Doodad Kind of Town


It’s "Serious Movie Season" and I’m Back
October 21, 2007, 8:56 pm
Filed under: John Cusack, Victor Garber

Where the hell have I been? Good question!

When last I blogged, the flood waters were receding from my basement storage room. Since then, my brain cells have been fully taxed by my day job, and evenings have been for vegging in front of the TV or getting together with friends.

As the days grow cooler, and my work days get less taxing, I’m ready to write again.

Some Random Sunday thoughts:

** What a delight to see my Number One celebrity crush, Victor Garber, showing up on “Ugly Betty” as Betty’s nasty new creative writing instructor (“like Simon Cowell, but with a Pulitzer”). He is snarky, snarly and laugh-out-loud funny, the perfect foil to America Ferrera’s sweet, optimistic sincerity. I hope we’ll be seeing more of him!

** Now that we’re in Serious Movie Season, the theatres are full of films themed around corporate greed, government corruption, and, of course, the Iraq War. On the multiplex screens right now: “The Kingdom,” “Rendition,” “In the Valley of Elah,” “Michael Clayton.” Coming soon are Brian DePalma’s “Redaction,” Mike Nichols’ “Charlie Wilson’s War,” “Lions into Lambs,” “Grace is Gone,” and some assassination hoax thriller with William Hurt and Dennis Quaid whose title I can’t for the life of me remember, even though I’ve seen the trailer three times in the last 2 weeks.

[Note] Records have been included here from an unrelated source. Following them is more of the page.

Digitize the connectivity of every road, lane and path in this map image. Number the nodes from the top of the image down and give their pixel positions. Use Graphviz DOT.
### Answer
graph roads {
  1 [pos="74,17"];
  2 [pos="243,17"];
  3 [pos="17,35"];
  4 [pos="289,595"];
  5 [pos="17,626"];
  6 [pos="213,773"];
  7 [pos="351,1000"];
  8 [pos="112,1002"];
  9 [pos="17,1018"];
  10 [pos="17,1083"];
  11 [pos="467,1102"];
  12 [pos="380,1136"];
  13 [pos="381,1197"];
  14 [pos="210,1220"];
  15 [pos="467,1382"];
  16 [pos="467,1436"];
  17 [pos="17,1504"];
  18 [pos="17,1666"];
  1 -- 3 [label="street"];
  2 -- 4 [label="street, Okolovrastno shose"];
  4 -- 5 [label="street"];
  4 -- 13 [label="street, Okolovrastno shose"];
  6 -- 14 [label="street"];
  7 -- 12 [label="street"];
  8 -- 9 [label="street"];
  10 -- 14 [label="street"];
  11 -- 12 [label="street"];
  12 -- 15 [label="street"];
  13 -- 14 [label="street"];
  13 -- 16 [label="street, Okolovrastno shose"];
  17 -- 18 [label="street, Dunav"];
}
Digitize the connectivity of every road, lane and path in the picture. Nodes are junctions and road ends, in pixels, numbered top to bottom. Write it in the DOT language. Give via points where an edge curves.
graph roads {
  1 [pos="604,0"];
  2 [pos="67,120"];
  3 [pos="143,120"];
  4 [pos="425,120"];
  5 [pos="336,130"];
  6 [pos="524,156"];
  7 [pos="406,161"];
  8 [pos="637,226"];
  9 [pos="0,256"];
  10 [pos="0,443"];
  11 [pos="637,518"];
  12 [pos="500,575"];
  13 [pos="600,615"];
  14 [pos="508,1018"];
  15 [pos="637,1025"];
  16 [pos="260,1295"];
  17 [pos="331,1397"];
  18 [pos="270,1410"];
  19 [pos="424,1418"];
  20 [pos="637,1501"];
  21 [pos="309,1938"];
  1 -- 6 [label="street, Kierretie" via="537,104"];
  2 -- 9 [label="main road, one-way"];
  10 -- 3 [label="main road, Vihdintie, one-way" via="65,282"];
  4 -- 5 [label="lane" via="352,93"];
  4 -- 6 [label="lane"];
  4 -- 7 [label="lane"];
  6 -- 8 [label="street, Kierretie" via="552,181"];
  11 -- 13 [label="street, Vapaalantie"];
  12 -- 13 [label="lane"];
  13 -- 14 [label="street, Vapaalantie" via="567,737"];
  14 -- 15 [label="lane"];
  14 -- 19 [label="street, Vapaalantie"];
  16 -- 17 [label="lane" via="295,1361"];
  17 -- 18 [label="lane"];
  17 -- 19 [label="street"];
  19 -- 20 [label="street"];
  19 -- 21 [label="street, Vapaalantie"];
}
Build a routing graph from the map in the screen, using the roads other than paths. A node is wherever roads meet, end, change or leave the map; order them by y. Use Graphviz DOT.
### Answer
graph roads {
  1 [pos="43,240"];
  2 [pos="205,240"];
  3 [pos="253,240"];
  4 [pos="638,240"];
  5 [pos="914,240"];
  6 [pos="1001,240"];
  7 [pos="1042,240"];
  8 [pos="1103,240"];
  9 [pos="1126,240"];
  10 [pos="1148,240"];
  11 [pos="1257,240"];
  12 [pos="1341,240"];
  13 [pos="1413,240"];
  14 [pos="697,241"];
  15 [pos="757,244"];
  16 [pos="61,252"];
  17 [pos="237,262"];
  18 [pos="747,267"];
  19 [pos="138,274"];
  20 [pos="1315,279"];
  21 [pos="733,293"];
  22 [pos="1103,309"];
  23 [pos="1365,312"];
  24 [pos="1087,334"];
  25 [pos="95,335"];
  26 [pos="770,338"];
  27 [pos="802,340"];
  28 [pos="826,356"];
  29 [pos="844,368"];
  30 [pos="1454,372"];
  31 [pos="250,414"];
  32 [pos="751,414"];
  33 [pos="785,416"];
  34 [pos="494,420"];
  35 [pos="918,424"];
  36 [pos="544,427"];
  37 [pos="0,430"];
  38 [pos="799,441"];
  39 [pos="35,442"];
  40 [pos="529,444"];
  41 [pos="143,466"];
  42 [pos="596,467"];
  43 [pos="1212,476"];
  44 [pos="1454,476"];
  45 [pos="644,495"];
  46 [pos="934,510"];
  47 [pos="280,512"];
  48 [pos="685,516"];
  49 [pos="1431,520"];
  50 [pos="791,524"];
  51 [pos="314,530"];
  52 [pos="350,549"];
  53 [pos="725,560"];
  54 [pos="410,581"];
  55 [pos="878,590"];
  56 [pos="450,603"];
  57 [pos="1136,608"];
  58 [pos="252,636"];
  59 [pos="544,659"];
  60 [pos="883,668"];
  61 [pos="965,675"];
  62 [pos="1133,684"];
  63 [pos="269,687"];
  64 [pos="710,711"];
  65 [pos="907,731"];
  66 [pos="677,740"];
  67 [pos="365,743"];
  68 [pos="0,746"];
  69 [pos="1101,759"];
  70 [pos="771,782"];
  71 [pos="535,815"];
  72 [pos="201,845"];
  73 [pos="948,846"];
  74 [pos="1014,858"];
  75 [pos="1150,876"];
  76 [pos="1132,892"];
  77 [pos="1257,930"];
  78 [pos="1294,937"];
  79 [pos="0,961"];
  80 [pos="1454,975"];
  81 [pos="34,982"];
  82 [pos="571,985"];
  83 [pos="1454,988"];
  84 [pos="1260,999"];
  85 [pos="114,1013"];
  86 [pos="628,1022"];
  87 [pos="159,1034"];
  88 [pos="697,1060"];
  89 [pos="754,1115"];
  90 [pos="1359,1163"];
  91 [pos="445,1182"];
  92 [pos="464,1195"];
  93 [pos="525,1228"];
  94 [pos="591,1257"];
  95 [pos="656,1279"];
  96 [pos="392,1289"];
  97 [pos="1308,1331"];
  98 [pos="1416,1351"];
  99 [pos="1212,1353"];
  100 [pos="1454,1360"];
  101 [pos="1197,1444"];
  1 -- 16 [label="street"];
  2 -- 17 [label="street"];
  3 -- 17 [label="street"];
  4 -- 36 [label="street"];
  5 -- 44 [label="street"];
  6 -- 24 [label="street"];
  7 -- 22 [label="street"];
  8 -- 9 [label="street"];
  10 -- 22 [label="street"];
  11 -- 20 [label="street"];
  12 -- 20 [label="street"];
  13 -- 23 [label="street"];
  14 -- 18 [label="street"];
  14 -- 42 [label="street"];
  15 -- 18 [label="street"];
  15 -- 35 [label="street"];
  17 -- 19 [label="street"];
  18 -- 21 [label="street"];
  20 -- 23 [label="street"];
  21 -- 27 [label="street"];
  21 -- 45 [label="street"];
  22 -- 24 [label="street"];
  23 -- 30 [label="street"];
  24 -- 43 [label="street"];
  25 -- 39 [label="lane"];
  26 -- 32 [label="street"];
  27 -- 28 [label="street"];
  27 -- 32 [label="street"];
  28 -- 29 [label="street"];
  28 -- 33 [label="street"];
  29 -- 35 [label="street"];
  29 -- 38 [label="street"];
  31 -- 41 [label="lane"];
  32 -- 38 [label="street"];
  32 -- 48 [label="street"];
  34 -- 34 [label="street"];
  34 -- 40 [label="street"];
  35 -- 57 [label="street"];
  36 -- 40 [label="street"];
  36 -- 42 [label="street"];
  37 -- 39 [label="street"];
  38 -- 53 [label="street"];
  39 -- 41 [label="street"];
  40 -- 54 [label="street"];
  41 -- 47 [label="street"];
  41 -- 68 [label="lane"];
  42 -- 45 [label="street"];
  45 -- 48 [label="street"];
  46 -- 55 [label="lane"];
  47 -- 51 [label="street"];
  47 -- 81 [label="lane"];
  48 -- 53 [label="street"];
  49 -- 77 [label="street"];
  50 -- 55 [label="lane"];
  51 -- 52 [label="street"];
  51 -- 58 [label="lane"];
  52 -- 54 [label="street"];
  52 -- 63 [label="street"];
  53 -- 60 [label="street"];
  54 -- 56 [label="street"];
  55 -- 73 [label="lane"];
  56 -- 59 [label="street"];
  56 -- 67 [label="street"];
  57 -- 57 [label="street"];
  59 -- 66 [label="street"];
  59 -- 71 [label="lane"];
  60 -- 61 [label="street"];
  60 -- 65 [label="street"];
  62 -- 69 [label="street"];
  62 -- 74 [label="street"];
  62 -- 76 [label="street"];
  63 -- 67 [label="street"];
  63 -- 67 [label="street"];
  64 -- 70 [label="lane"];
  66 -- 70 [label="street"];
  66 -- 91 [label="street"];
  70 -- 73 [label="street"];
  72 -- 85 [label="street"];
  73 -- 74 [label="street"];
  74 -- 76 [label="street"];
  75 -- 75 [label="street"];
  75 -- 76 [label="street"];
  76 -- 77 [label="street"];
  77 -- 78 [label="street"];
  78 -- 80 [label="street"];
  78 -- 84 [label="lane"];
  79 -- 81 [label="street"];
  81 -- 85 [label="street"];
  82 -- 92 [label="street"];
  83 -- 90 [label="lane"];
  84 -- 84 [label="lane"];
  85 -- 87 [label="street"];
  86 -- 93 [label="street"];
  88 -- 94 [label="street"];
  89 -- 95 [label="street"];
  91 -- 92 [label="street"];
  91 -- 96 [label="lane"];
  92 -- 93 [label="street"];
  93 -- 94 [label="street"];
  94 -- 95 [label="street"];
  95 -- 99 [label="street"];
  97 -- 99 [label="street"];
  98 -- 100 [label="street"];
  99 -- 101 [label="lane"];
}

Which bring me to my main point: Why do these films all look so boring? Go to the movies any night now, and be prepared to sit though about 20 minutes of trailers that pretty much all look and sound the same – the same deadly earnest speechifying, portentous music and close-up after close-up of award winning actors looking grim, determined or shocked. Ho hum! Even the non-topical dramas from directors I love, like “There Will Be Blood” from Paul Thomas Anderson and “No Country for Old Men” from the Coen Brothers, have a numbing sameness.

(One notable exception is the trailer for “Charlie Wilson’s War,” probably because it’s funny and uses music like “All Along the Watchtower” and “American Pie” to great effect. Plus it features not only the always-wonderful Tom Hanks, but also a nearly unrecognizable Julia Roberts in a cotton candy bouffant blond hairdo. I’m pretty jazzed about this one, especially ’cause it’s from Mike Nichols. His “Primary Colors” was one of the best films – maybe the best film – about politics I’ve ever seen.)

And then there’s “Grace is Gone,” which I sincerely hope does not turn out to be the shameless, manipulative ploy for John Cusack to win an Oscar that it appears to be. Cusack plays a father of two girls whose wife is killed while serving in Iraq; the film is about his decision to defer breaking the news to his girls by taking them to their favorite amusement park for the day. Now, I am not a unkind person, nor is my heart made of stone or anything else as hard. I am moved to tears very easily by movies like these, and don’t normally object to being shamelessly and calculatingly manipulated into doing so. I fully expect “Grace is Gone” to break my heart.

And yet…

Something about the trailer for “Grace is Gone” made me queasy. There’s John Cusack, all cuddly and nonthreatening in ill-fitting, unstylish “Dad” clothes and big, nerdy eyeglasses. John Cusack, for God’s sakes! What makes Cusack interesting on screen is his edge, that ever-present suggestion of barely concealed darkness or rage that informs his best performances. Even Lloyd Dobbler of “Say Anything,” his sweetest character, had a slightly explosive, unpredictable complexity that made his character far more interesting than the usual teen comedy hero. I’d rather see how a character like that grieves, than one who’s been detoothed and desexed for the the comfort of Oscar voters.

What I’d really like to see right now is a great black comedy, a 21st century “Dr. Strangelove.” Maybe we’ll get it. Cusack’s next project is a war profiteering satire called “War, Inc.” which co-stars Ben Kingsley, Dan Aykroyd, and his big sister, Joan. That’s the kind of John Cusack movie I can get excited about.